▶ _What the task requires_:
Show every line below where "nodes" can be found.

··· Data excerpts ···

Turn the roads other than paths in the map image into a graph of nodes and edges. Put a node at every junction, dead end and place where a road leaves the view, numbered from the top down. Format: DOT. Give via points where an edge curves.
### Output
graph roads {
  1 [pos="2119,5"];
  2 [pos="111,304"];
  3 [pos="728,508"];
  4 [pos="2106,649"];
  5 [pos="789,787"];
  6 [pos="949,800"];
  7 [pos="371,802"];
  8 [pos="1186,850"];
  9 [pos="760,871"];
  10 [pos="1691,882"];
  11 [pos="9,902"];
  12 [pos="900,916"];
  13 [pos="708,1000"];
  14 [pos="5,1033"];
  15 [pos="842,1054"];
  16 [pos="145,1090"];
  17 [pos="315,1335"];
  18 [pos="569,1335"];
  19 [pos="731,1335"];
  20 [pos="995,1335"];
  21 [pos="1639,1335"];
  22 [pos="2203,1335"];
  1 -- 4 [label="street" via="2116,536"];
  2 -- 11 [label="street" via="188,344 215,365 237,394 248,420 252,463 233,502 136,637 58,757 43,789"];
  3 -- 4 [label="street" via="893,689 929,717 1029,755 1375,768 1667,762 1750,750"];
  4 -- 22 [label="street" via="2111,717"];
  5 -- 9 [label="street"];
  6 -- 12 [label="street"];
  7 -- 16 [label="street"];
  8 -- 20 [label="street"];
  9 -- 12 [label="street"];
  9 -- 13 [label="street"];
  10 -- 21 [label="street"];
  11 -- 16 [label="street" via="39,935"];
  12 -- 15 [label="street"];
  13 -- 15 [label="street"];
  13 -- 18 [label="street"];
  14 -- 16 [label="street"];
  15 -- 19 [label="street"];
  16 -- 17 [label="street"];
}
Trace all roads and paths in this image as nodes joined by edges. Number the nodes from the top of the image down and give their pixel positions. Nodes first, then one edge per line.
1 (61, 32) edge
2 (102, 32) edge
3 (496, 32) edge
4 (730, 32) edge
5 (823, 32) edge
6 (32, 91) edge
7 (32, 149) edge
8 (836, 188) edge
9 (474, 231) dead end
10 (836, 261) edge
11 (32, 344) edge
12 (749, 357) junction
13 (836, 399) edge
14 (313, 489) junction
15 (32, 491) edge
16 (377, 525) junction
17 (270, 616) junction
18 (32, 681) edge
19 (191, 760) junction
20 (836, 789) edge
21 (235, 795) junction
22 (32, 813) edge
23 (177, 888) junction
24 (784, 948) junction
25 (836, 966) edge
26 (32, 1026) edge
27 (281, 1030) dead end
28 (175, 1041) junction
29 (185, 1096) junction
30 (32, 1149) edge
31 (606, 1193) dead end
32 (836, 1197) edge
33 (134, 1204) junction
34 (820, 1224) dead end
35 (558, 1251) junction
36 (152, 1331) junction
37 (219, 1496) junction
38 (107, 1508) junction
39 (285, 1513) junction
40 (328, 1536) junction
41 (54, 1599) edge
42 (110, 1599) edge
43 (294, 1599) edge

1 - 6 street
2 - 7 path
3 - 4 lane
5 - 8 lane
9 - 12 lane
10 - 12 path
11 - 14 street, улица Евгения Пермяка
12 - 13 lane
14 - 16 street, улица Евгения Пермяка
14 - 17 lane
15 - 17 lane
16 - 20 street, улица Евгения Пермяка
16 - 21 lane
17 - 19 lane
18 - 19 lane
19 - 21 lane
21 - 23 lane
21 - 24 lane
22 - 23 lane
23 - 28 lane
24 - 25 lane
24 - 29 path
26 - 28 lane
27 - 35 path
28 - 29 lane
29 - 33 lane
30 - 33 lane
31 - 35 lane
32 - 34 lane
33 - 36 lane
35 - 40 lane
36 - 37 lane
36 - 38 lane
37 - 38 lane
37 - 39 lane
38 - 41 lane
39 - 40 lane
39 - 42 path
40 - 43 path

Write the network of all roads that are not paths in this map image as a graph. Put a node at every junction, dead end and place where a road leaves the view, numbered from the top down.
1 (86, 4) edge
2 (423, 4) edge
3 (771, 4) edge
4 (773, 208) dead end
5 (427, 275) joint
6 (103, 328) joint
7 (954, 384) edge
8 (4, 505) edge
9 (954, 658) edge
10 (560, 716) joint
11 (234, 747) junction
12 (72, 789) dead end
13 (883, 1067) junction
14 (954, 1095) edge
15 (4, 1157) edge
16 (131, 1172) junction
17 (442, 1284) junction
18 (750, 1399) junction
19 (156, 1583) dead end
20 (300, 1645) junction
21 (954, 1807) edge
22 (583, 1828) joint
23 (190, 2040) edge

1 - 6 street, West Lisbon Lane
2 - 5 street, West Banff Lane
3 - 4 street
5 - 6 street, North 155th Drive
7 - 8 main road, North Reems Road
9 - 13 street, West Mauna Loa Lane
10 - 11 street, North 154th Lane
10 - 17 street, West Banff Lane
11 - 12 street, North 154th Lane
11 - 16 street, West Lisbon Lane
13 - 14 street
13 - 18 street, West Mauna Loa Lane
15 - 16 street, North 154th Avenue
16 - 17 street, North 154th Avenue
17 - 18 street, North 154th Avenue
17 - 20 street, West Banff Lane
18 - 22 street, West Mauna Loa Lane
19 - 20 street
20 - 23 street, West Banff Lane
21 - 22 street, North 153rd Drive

···

▶ _Expected answer_:
Turn the roads other than paths in the map image into a graph of nodes and edges. Put a node at every junction, dead end and place where a road leaves the view, numbered from the top down. Format: DOT. Give via points where an edge curves.
Trace all roads and paths in this image as nodes joined by edges. Number the nodes from the top of the image down and give their pixel positions. Nodes first, then one edge per line.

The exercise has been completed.